Indeed, so bullish was AMD about its new 45nm process, it flew us out to the US late last year to demonstrate chips running as fast as 6GHz with the aid of exotic cooling measures.
Crucially, therefore, the 45nm node is healthy. As well as higher clocks, AMD reckons the new process enables a power efficiency improvement of around 35 per cent. As we shall see, that claim is, if anything, an understatement.
AMD has pulled off the extremely clever trick of boosting clockspeeds and performance while bringing both operating temperatures and power consumption down. Shades of Intel Core 2? You betcha.
But before we divulge the full details of Phenom's performance, we need to do the housekeeping on the handful of detail changes AMD has made to its processor architecture in the shift to 45nm.
The most obvious change is a boost in shared L3 cache memory from 2MB to 6MB. Add in the 512k of L3 cache attached to each core and you have a grand total of 8MB.
It's that boost in cache that swallows up the bulk of the increase to 758 million transistors for the new 45nm Deneb core.
AMD has also overhauled both the chip's memory controller and HyperTransport communications link. The former receives support for DDR3 memory. The latter is now the full HyperTransport 3.0 Monty. However, both of those upgraded features are dependent on the presence of the new AM3 socket, due out later this year.
AM3 will, of course, be physically compatible with the existing AM2 and AM2+ sockets. Should you choose, you can buy your Phenom II today, drop it into an AM2 board and then swap it over to an AM3 board in future, exposing the added functionality.
Finally, the execution cores have been massaged with a view to releasing a few more instructions per clock, otherwise known as IPC. But even AMD concedes the improvement in IPC only aids overall performance by a few percentage points.
As we said, Deneb is not a revolutionary new architecture. But thanks to the 45nm silicon and a general lack of brokenness, it has every opportunity to fulfil its potential.
Cost is everything
As ever for AMD, pricing will be key. At launch, the top AMD Phenom II X4 940 BE slots into the narrow gap between Intel's Core 2 Q9400, which generally goes for about £215, and the new entry-level Core i7 chip, the 920, typically yours for around £240.
The 3GHz Phenom II X4 940 is also joined by the slightly cheaper 920 model. It's mostly identical to the 940, includes the full 8MB of cache but runs at 2.8GHz. It also lacks the 940's OC enthusiast-friendly unlocked multiplier.

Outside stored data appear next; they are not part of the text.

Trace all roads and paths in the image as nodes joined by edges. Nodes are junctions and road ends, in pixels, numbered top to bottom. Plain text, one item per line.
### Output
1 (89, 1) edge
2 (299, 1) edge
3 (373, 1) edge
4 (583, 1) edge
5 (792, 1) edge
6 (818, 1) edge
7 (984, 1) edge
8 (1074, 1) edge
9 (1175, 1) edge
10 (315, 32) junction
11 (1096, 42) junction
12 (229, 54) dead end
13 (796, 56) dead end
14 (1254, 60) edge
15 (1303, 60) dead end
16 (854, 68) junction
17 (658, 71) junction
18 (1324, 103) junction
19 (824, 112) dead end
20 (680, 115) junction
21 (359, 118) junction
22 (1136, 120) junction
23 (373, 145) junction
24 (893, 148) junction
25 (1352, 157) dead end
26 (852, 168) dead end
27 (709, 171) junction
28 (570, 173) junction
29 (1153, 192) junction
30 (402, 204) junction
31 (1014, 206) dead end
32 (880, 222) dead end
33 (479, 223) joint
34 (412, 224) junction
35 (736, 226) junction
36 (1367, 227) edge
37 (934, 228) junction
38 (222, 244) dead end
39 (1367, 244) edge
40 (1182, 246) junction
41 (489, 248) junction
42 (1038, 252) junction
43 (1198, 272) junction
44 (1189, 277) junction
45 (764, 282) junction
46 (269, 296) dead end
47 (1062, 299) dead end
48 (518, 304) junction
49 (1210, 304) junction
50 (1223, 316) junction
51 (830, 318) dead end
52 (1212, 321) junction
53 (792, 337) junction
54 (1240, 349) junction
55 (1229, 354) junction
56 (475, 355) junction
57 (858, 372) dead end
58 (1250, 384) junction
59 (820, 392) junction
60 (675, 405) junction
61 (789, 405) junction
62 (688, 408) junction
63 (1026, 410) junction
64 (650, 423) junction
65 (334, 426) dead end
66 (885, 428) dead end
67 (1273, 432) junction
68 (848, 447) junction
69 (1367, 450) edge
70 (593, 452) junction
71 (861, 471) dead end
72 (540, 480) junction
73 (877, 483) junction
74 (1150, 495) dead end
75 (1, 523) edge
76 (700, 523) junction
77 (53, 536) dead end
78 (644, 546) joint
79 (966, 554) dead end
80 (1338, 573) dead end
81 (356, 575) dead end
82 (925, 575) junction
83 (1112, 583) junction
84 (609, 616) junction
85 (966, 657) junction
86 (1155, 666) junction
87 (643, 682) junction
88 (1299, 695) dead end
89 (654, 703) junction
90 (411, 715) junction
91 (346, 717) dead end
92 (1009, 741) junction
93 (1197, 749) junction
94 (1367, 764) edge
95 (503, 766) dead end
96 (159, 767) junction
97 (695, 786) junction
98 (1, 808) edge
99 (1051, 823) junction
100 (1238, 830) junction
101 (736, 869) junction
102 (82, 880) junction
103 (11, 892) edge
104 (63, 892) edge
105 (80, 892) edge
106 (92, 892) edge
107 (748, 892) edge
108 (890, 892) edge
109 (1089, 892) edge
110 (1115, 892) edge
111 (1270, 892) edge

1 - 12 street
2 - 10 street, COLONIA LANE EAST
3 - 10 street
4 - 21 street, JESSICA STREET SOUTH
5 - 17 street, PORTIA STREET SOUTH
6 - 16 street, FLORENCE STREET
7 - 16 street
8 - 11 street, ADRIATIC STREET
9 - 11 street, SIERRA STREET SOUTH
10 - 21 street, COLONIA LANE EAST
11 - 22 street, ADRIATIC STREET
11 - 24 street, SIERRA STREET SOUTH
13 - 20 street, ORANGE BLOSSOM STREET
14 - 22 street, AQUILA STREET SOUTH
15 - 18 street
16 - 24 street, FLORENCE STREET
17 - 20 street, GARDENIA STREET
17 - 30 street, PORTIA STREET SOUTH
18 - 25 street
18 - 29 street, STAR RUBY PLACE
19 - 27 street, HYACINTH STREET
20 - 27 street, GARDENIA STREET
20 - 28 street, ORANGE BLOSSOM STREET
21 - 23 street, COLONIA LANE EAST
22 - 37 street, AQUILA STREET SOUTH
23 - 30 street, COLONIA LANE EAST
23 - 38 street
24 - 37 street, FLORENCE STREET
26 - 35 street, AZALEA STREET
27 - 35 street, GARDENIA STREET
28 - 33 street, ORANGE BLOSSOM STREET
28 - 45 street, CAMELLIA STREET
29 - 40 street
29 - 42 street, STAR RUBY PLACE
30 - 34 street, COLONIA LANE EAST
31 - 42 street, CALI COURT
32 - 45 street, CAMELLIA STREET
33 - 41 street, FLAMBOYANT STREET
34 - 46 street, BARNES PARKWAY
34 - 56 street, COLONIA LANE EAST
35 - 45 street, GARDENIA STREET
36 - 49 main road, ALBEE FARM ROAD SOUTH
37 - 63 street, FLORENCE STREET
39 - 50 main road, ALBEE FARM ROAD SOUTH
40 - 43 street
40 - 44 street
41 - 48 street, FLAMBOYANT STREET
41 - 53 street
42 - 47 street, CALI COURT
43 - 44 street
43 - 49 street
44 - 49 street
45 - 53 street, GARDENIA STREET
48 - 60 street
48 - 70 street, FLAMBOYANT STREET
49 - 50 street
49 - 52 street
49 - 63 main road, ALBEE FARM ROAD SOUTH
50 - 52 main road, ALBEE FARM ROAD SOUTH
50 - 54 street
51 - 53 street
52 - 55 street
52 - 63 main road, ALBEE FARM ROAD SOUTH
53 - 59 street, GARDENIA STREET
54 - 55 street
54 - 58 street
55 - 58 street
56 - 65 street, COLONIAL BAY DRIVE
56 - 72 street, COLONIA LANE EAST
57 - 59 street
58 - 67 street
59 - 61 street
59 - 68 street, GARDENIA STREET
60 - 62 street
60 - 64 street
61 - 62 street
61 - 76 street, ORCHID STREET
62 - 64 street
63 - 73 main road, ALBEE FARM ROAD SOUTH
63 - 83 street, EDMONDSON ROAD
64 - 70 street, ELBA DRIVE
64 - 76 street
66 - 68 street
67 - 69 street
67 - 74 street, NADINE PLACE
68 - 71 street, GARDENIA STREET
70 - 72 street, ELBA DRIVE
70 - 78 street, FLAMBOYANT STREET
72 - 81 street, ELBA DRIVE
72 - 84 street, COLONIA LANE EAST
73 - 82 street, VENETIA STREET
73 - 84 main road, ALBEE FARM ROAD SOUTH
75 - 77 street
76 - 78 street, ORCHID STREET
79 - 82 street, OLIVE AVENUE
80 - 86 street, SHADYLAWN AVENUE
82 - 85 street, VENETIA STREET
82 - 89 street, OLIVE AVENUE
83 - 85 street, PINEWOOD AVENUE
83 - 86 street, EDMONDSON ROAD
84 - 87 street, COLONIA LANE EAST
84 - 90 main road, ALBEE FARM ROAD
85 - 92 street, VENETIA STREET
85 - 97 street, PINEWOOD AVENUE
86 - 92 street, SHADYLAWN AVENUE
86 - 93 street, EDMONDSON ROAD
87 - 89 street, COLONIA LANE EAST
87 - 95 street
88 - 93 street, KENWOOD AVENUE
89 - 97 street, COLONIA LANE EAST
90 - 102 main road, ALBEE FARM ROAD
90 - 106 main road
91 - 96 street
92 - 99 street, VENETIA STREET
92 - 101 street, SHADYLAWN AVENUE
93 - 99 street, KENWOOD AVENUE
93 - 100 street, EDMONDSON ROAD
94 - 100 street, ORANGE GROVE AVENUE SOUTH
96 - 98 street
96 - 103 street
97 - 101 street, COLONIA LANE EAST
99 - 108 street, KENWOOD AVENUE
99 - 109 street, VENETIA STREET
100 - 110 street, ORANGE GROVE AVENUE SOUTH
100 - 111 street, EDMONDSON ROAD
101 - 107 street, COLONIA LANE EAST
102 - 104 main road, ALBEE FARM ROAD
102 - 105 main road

This month, it's the 940 Black Edition we've taken for a spin. First impressions are unambiguously good. In our tests, the new chip manages to not only reduce power consumption by an enormous 56 Watts compared to the outgoing old 65nm Phenom X4 9950 Black Edition, but it also runs fully 25°C cooler. And that's despite the 400MHz increase in clockspeed. In our deepest Quake III voice, that is IMPRESSIVE.
Another pleasant surprise is how well it stacks up against the Core 2 Q9400 CPU.
Essentially, it trades blows with the Q9400, winning in media encoding and professional rendering and coming up only a tiny bit short in the Crysis Warhead and Blu-ray decoding benchmarks.
Admittedly, the Core i7 920 does give it a moderately hefty shoeing. However, with the current prices of Core i7 motherboard's being well north of £200, not to mention the added cost of properly populating that Core i7's monstrous triple channel memory controller, there's a substantial hidden price differential beyond the mere cost of the CPUs in question.
If there's one area where the Phenom II slightly disappoints, though, it's in sheer overclocking prowess. The 3.7GHz our sample is capable of is extremely solid, even if it does require you to be a bit of a mentalist with the voltages (1.575v, if you must know).
But after watching Phenoms running at 4GHz on air cooling in the Lone Star State late last year, we were expecting just a tiny bit more. Despite this, with everything else the AMD Phenom II X4 840 BE serves up tasting so good, that's certainly something we can swallow.